Start of Exercise data
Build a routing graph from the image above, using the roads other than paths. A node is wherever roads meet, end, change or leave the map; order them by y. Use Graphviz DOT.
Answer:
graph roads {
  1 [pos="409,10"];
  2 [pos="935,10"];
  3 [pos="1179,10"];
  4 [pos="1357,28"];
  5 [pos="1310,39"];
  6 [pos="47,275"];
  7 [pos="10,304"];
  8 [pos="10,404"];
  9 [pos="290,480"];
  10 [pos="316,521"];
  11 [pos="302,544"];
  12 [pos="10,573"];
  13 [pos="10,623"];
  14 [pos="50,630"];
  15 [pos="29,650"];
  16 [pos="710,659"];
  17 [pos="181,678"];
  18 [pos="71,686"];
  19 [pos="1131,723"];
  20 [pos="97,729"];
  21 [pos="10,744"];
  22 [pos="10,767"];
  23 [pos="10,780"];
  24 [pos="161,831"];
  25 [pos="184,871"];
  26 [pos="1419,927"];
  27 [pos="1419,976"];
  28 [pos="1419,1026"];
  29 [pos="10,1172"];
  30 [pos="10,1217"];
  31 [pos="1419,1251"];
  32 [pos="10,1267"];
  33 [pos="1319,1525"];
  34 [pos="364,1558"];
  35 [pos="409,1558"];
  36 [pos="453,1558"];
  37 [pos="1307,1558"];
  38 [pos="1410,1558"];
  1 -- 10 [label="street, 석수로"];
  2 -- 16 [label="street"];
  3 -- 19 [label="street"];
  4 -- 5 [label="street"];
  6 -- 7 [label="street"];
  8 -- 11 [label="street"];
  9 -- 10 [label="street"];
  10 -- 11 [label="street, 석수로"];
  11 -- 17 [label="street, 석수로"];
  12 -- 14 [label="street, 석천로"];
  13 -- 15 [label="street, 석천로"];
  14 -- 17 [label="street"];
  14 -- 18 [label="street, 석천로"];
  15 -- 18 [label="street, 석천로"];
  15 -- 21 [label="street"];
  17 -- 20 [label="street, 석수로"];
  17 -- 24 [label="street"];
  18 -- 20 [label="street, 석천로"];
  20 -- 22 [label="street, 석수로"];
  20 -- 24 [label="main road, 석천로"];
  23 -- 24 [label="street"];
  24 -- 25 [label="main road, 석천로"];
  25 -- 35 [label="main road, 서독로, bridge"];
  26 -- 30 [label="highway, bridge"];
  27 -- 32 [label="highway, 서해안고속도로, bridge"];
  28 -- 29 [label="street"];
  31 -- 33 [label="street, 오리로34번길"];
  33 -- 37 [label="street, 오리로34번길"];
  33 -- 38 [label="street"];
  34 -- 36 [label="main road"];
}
End of Exercise data
:: Activity ::
Set out the records again, exactly as they appear above.

:: Answer box ::
Build a routing graph from the image above, using the roads other than paths. A node is wherever roads meet, end, change or leave the map; order them by y. Use Graphviz DOT.
Answer:
graph roads {
  1 [pos="409,10"];
  2 [pos="935,10"];
  3 [pos="1179,10"];
  4 [pos="1357,28"];
  5 [pos="1310,39"];
  6 [pos="47,275"];
  7 [pos="10,304"];
  8 [pos="10,404"];
  9 [pos="290,480"];
  10 [pos="316,521"];
  11 [pos="302,544"];
  12 [pos="10,573"];
  13 [pos="10,623"];
  14 [pos="50,630"];
  15 [pos="29,650"];
  16 [pos="710,659"];
  17 [pos="181,678"];
  18 [pos="71,686"];
  19 [pos="1131,723"];
  20 [pos="97,729"];
  21 [pos="10,744"];
  22 [pos="10,767"];
  23 [pos="10,780"];
  24 [pos="161,831"];
  25 [pos="184,871"];
  26 [pos="1419,927"];
  27 [pos="1419,976"];
  28 [pos="1419,1026"];
  29 [pos="10,1172"];
  30 [pos="10,1217"];
  31 [pos="1419,1251"];
  32 [pos="10,1267"];
  33 [pos="1319,1525"];
  34 [pos="364,1558"];
  35 [pos="409,1558"];
  36 [pos="453,1558"];
  37 [pos="1307,1558"];
  38 [pos="1410,1558"];
  1 -- 10 [label="street, 석수로"];
  2 -- 16 [label="street"];
  3 -- 19 [label="street"];
  4 -- 5 [label="street"];
  6 -- 7 [label="street"];
  8 -- 11 [label="street"];
  9 -- 10 [label="street"];
  10 -- 11 [label="street, 석수로"];
  11 -- 17 [label="street, 석수로"];
  12 -- 14 [label="street, 석천로"];
  13 -- 15 [label="street, 석천로"];
  14 -- 17 [label="street"];
  14 -- 18 [label="street, 석천로"];
  15 -- 18 [label="street, 석천로"];
  15 -- 21 [label="street"];
  17 -- 20 [label="street, 석수로"];
  17 -- 24 [label="street"];
  18 -- 20 [label="street, 석천로"];
  20 -- 22 [label="street, 석수로"];
  20 -- 24 [label="main road, 석천로"];
  23 -- 24 [label="street"];
  24 -- 25 [label="main road, 석천로"];
  25 -- 35 [label="main road, 서독로, bridge"];
  26 -- 30 [label="highway, bridge"];
  27 -- 32 [label="highway, 서해안고속도로, bridge"];
  28 -- 29 [label="street"];
  31 -- 33 [label="street, 오리로34번길"];
  33 -- 37 [label="street, 오리로34번길"];
  33 -- 38 [label="street"];
  34 -- 36 [label="main road"];
}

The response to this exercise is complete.